Viviamo in una società che somiglia a un tritacarne”, ha osservato, denunciando un’esistenza consumata in fretta, senza gusto, tra distrazioni e smarrimento. Da qui l’invito a cambiare passo: riscoprire il senso delle cose, cercare “le cose di lassù” senza dimenticare la concretezza della vita quotidiana, restituendo valore ai gesti semplici e alle scelte di ogni giorno.

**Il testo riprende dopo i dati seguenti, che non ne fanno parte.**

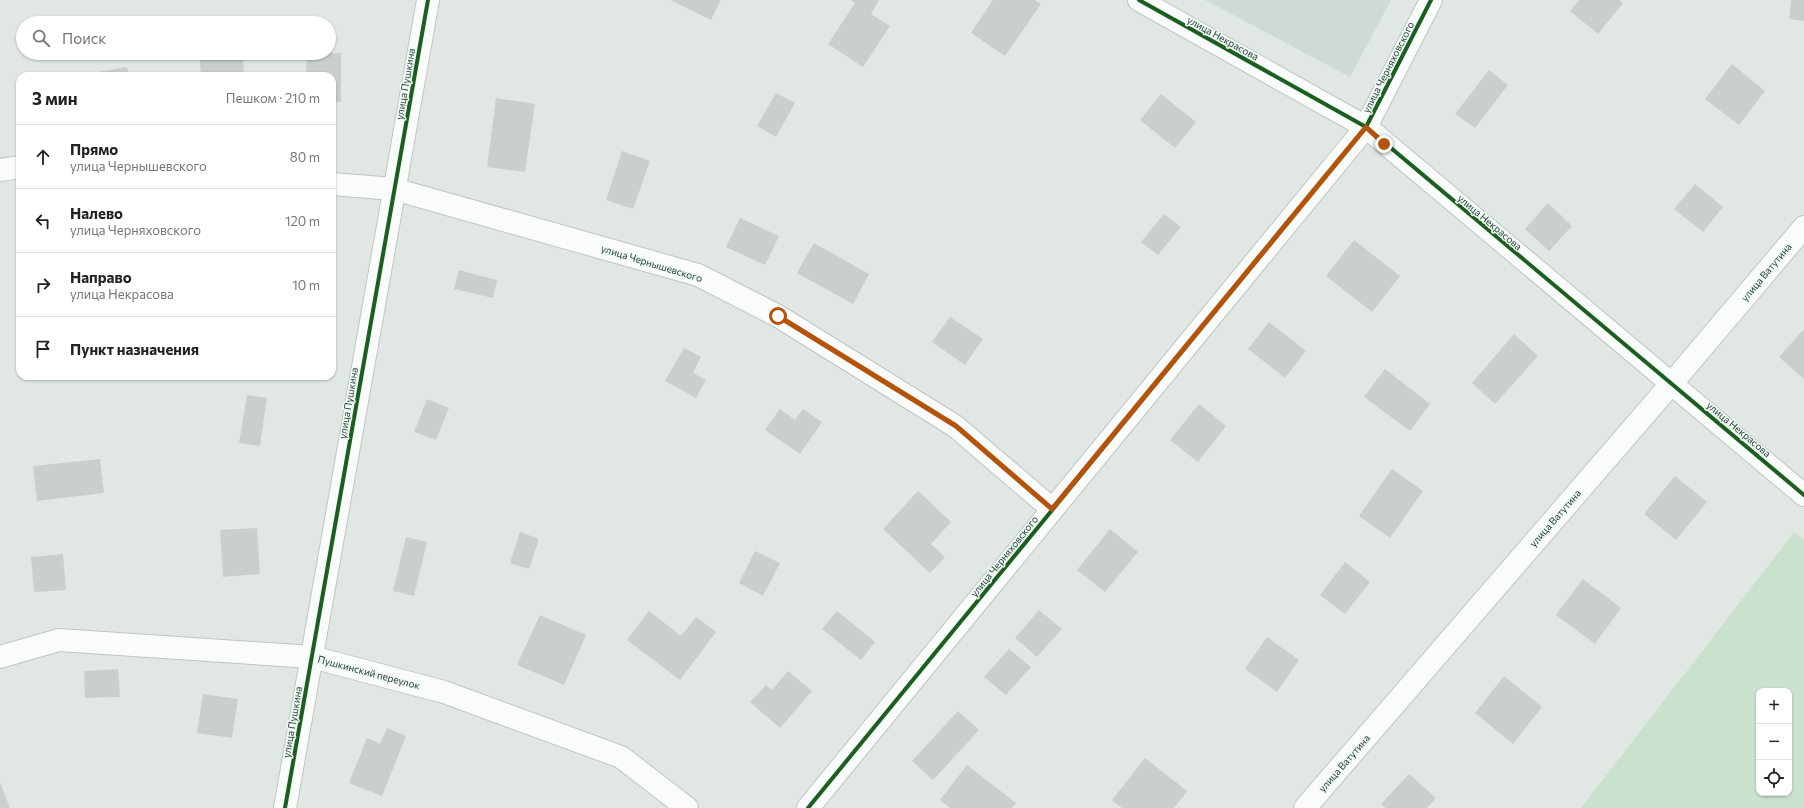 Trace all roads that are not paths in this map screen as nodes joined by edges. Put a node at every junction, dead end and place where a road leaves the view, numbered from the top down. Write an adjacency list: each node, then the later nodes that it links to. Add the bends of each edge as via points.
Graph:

Parole dure anche contro “i signori della guerra”, indicati come responsabili di una pace tradita in nome del potere e del profitto, con il monito di una responsabilità che, ha sottolineato, non potrà essere elusa.

Infine, un richiamo più intimo e diretto: ricucire relazioni interrotte, tendere la mano, anche solo con una telefonata, a chi si è allontanato. Un segno piccolo, ma capace di riaccendere legami.

A chiudere la celebrazione, un momento di leggerezza e umanità. Il parroco don Cristiano Antonietti ha raccontato con ironia dell’enorme uovo di Pasqua da otto chili aperto la sera della vigilia per i bambini, senza che ne restasse neppure un pezzetto per il vescovo. A rimediare ci ha pensato il più piccolo dei chierichetti, che gli ha donato un uovo tra gli applausi dei fedeli. Accrocca ha sorriso, lo ha abbracciato, e in quel gesto semplice si è concentrato il senso più autentico della festa: una comunità che si ritrova, tra fede, quotidianità e piccoli segni di affetto condiviso.